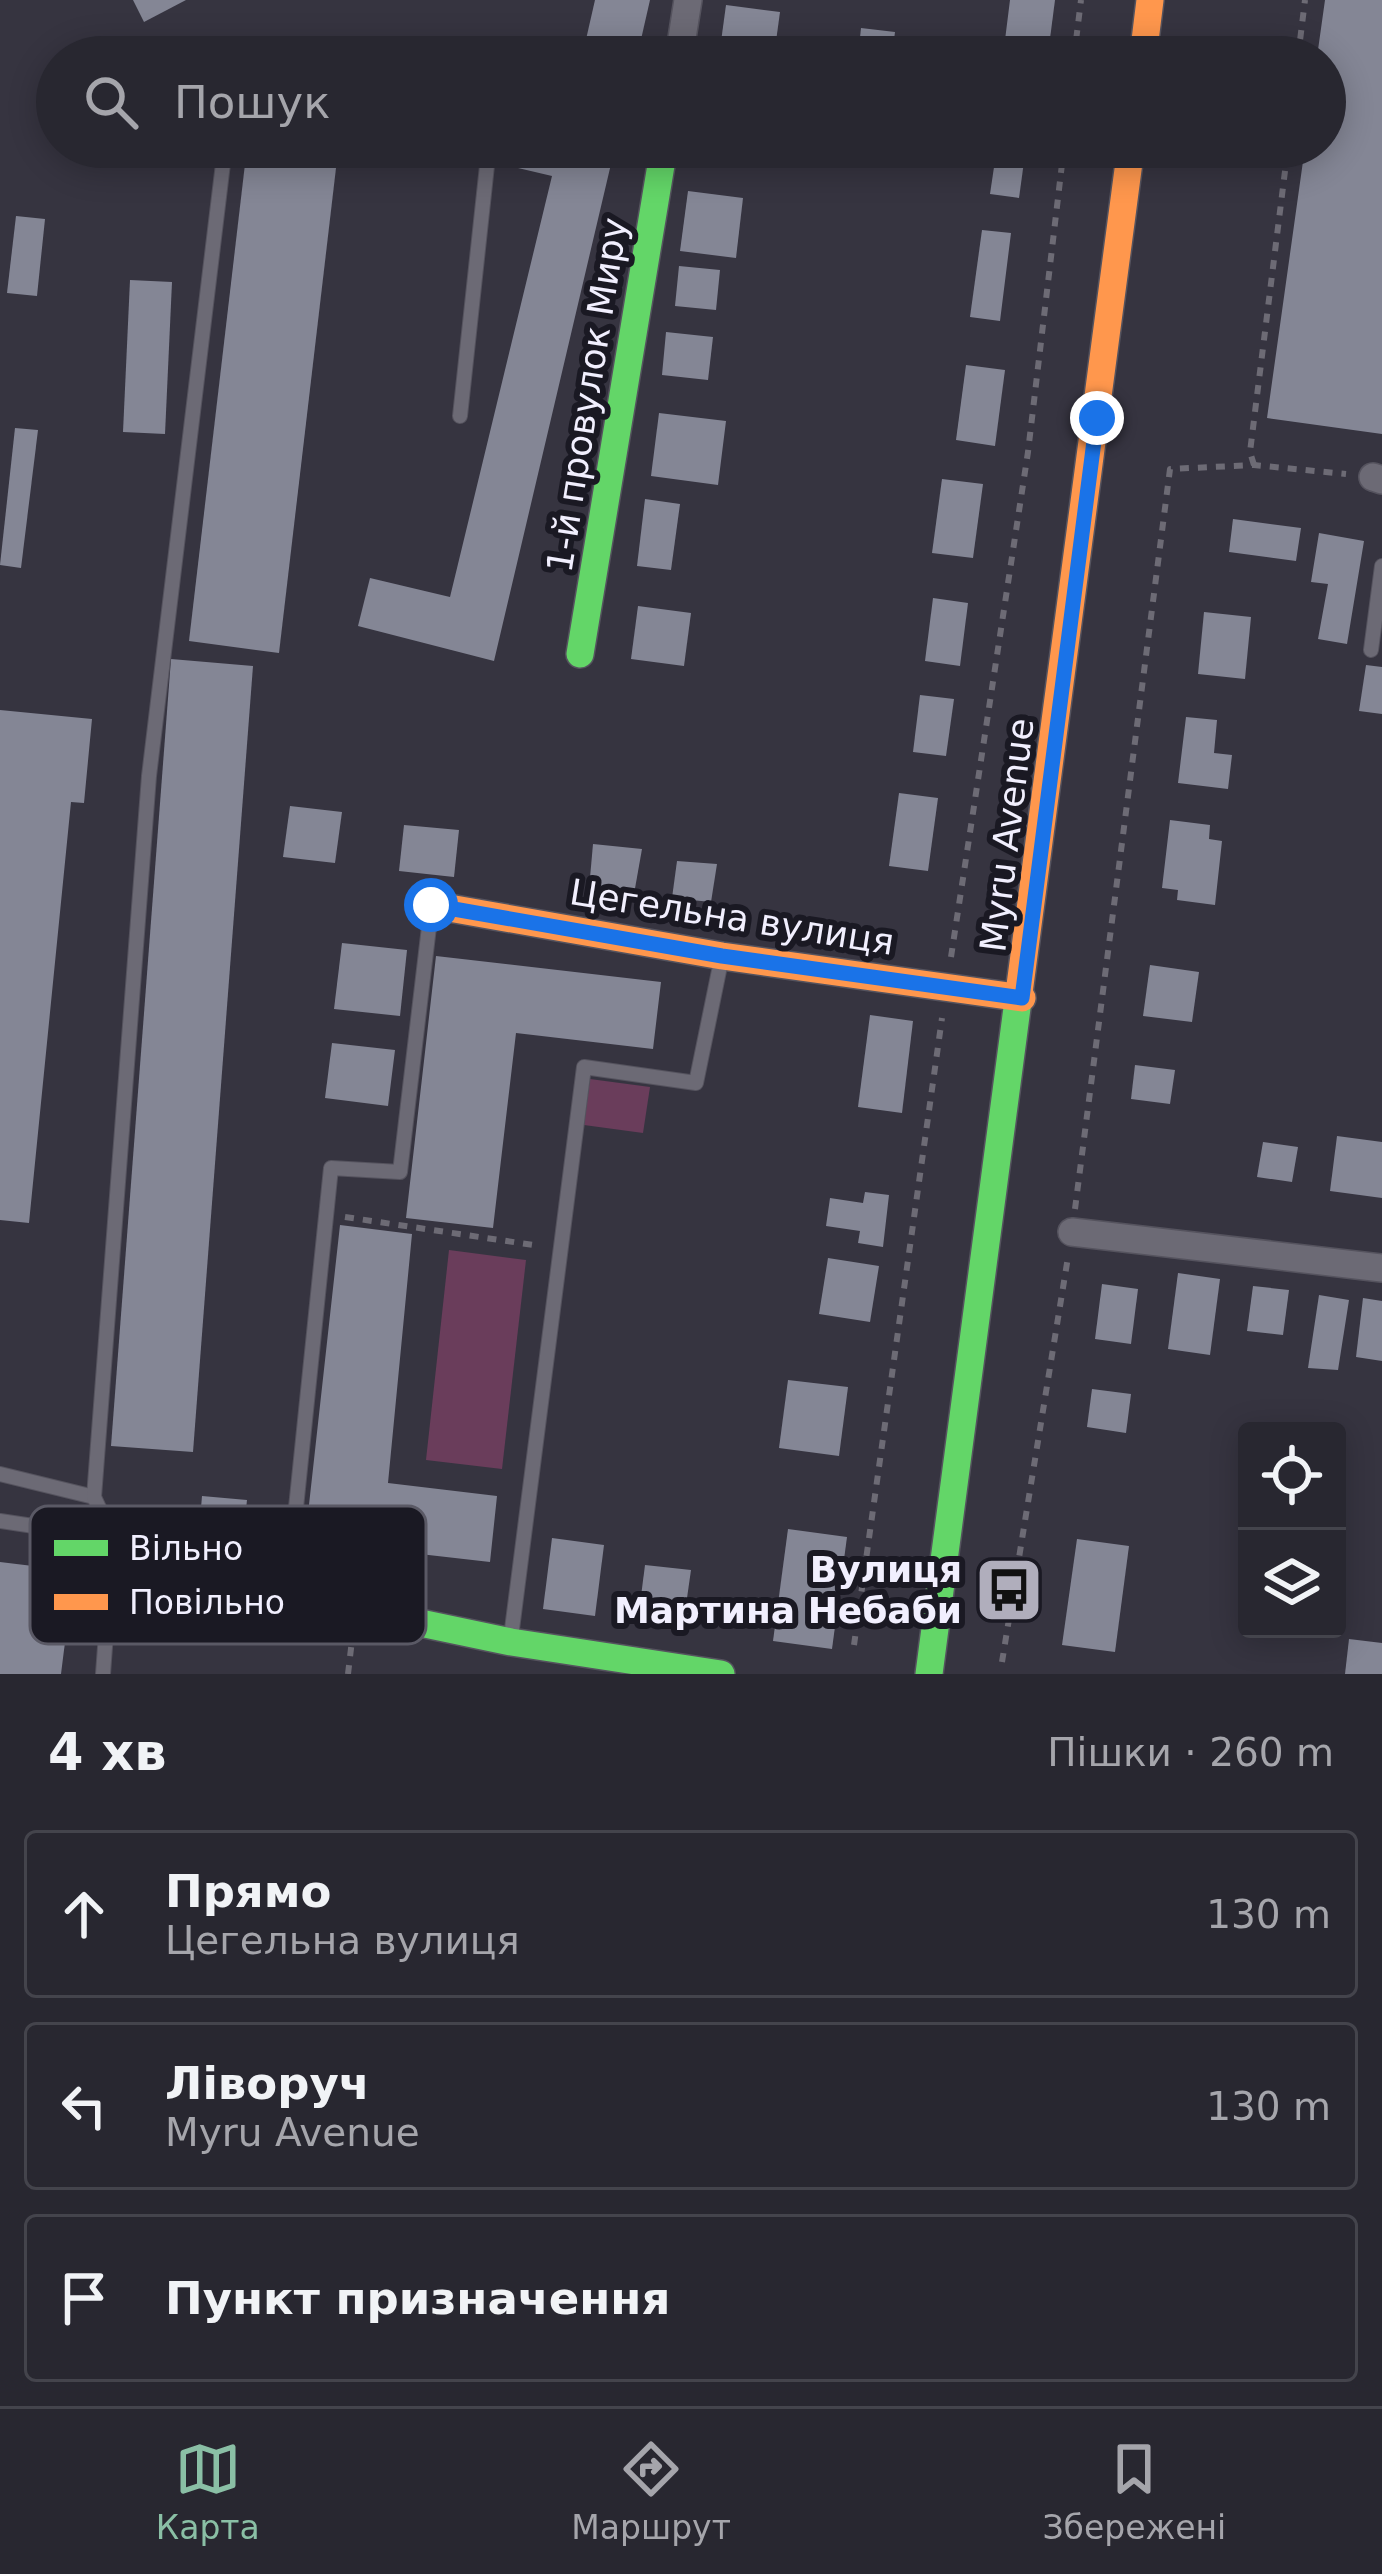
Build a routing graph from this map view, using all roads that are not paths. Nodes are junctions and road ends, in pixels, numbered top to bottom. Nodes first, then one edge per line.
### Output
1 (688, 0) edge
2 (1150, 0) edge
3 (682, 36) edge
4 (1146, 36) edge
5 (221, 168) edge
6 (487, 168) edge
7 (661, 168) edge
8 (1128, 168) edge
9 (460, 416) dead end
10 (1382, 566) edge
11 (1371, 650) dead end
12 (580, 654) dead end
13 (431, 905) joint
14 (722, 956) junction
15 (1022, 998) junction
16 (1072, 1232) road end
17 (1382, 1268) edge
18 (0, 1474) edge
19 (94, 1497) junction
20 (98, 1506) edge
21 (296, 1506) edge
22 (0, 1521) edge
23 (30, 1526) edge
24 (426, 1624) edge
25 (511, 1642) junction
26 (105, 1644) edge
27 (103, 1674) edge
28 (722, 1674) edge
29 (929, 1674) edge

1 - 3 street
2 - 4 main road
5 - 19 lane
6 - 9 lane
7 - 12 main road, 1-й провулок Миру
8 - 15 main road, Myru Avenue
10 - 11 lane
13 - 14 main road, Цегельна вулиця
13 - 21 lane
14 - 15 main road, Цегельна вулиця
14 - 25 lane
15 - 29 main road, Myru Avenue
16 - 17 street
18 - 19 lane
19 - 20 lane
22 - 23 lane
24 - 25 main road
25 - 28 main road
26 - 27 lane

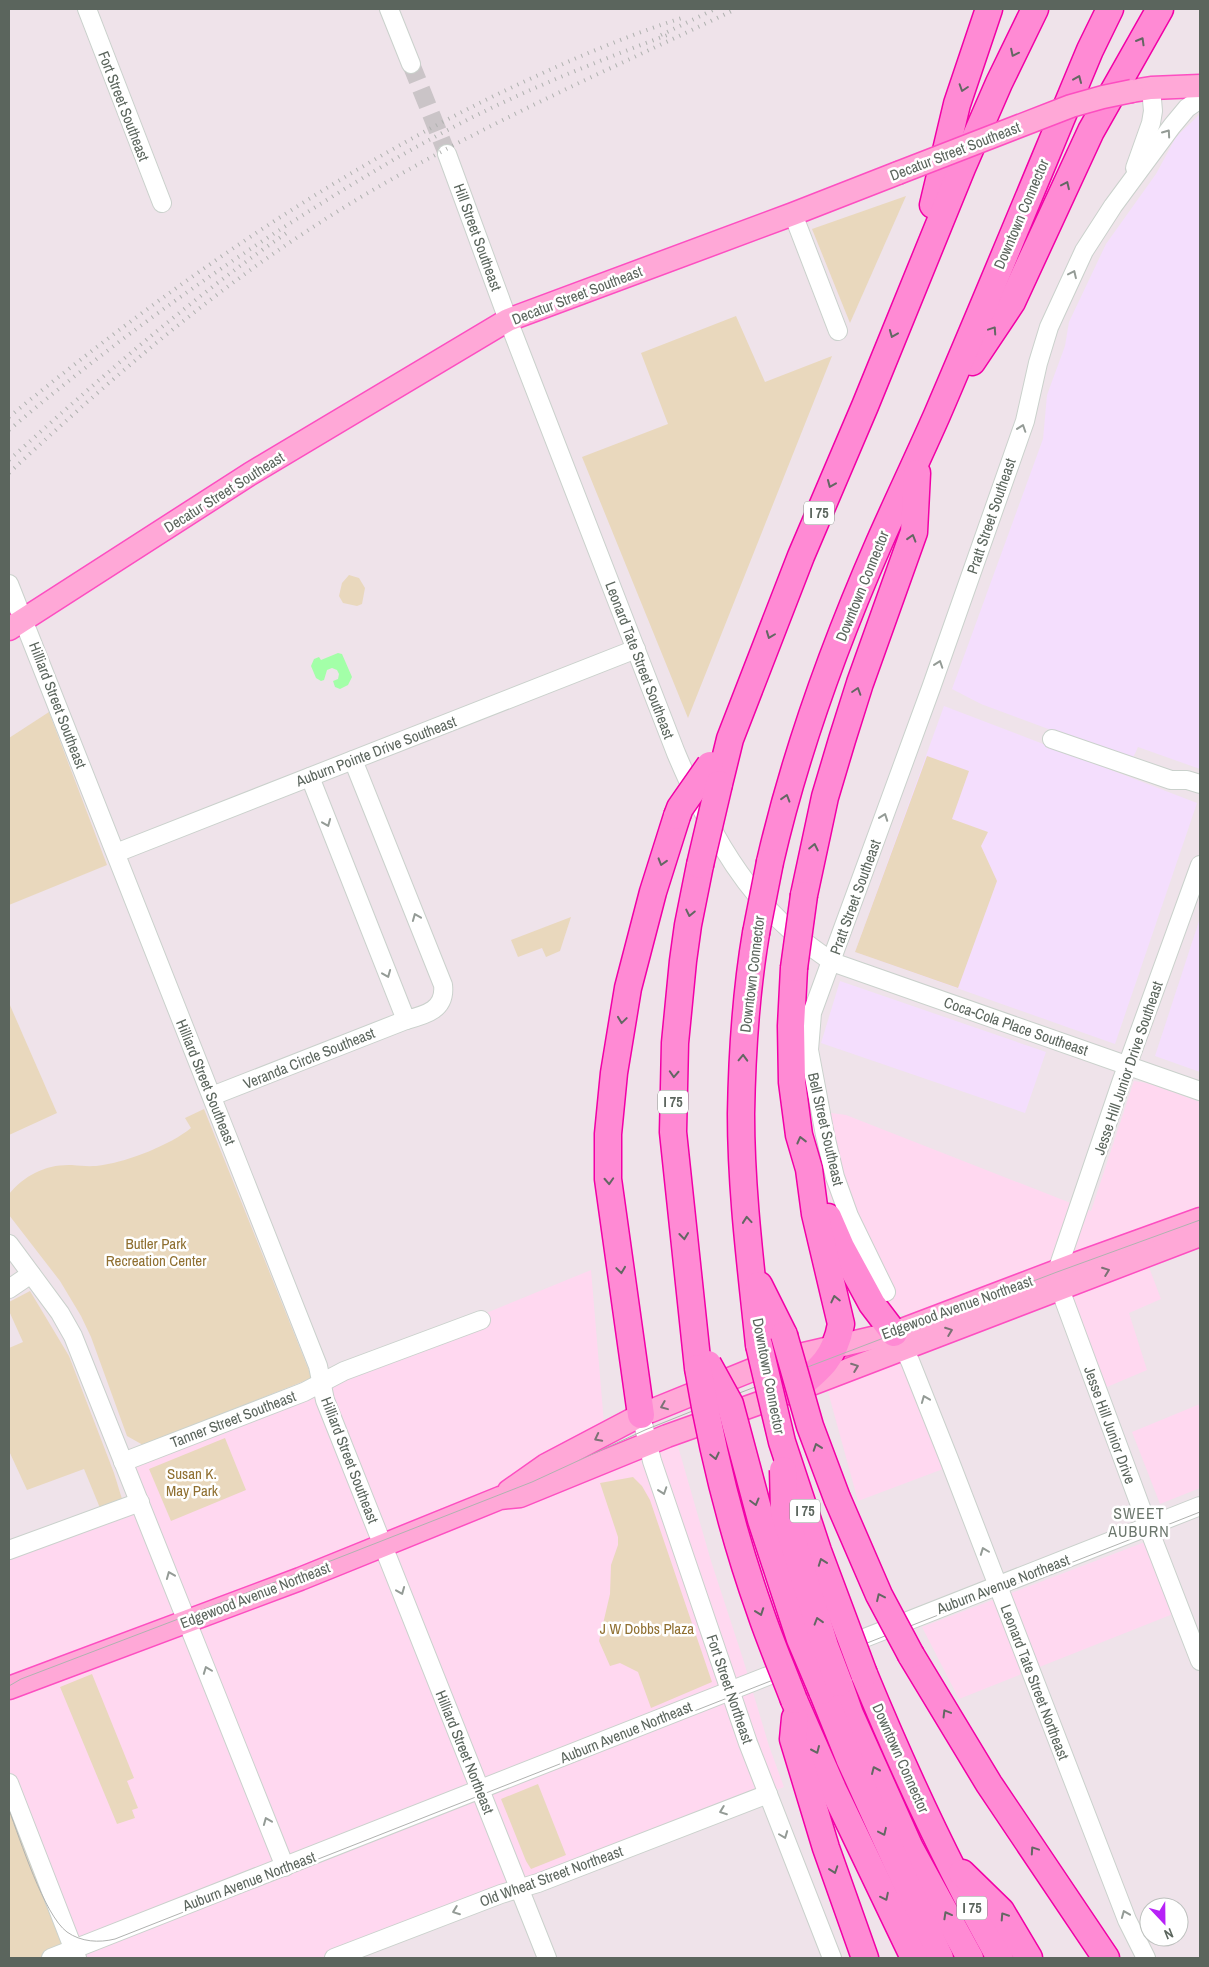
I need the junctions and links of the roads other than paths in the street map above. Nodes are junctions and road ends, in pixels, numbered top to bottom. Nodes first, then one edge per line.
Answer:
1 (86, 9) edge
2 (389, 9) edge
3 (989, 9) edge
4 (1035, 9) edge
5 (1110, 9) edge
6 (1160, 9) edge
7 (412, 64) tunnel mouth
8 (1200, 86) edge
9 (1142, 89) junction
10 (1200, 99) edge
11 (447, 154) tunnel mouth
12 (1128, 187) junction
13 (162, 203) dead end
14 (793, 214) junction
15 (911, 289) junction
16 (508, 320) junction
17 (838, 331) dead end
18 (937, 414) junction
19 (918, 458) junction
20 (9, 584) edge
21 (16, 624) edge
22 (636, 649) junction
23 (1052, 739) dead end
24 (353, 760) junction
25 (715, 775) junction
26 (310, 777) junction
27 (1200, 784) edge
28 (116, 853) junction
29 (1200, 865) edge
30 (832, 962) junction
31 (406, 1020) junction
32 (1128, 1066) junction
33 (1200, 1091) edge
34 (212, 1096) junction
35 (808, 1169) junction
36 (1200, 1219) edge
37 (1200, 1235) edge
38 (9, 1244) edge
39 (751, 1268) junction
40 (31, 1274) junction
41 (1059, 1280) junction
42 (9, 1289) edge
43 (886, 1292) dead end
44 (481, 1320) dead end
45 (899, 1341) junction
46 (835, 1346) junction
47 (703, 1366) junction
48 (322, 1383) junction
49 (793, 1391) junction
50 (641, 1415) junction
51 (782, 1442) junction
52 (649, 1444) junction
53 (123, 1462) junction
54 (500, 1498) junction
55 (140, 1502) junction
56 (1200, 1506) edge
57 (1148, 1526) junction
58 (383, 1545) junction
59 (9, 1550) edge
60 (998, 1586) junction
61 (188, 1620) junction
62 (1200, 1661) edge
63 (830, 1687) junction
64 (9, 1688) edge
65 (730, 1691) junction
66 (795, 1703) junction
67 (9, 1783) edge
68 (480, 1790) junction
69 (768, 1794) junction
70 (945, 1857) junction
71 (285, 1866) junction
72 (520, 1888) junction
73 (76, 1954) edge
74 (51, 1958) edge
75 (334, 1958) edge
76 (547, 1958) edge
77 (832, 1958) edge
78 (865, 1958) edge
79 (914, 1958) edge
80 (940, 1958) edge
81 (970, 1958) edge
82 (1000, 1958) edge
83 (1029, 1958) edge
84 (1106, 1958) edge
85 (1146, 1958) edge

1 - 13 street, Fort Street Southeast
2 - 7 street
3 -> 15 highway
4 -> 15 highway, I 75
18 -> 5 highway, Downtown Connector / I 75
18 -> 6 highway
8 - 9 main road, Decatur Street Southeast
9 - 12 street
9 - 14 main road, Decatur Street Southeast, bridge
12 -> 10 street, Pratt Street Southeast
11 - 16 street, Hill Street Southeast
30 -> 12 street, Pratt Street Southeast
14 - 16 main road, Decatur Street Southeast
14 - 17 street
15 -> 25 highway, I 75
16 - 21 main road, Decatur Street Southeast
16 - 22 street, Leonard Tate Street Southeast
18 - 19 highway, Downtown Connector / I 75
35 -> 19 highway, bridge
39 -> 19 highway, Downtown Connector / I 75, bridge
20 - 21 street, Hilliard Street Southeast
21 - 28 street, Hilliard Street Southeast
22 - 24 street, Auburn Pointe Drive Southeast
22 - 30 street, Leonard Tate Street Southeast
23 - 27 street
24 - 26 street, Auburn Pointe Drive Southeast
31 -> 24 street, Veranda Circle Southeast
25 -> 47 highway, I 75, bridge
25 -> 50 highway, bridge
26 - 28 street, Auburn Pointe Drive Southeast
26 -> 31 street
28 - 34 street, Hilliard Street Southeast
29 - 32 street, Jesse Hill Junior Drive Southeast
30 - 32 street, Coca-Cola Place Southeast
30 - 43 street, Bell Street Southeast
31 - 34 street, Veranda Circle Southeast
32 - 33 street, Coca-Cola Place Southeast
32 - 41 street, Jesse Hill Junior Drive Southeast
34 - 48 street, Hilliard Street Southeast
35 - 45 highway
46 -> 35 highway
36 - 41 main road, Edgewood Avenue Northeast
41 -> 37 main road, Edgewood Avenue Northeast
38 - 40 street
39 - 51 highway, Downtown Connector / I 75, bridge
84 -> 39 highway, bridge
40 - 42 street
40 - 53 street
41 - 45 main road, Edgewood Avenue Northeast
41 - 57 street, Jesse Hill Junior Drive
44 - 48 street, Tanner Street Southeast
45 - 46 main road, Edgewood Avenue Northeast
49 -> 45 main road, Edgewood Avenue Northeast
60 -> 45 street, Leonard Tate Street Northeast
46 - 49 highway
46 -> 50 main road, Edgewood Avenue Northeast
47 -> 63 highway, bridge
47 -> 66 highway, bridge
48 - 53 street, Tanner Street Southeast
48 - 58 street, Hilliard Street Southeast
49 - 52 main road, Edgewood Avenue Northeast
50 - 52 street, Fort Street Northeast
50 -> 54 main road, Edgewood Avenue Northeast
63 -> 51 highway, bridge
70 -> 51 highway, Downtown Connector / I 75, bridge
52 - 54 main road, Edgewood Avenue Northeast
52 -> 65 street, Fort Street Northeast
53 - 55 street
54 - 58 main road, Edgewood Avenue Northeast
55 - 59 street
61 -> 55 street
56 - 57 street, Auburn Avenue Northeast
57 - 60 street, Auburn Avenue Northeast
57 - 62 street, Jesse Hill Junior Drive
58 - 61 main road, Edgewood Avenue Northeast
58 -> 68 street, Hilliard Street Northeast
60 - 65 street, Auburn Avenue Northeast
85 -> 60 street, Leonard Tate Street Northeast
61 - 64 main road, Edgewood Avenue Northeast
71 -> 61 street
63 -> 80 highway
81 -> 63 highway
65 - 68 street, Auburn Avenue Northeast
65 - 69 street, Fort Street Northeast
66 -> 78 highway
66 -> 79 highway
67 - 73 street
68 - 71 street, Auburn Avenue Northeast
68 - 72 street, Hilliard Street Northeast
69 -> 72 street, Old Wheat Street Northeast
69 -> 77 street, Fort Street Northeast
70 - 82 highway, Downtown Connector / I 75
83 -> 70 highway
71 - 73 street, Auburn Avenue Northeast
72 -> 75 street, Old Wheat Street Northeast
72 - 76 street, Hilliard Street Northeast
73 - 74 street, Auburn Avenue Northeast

▬▬▬▬▬▬▬▬▬▬

PROBLEM DETAILS:
Using the entries above, return each line that includes the word "Tanner".

YOUR RESPONSE:
44 - 48 street, Tanner Street Southeast
48 - 53 street, Tanner Street Southeast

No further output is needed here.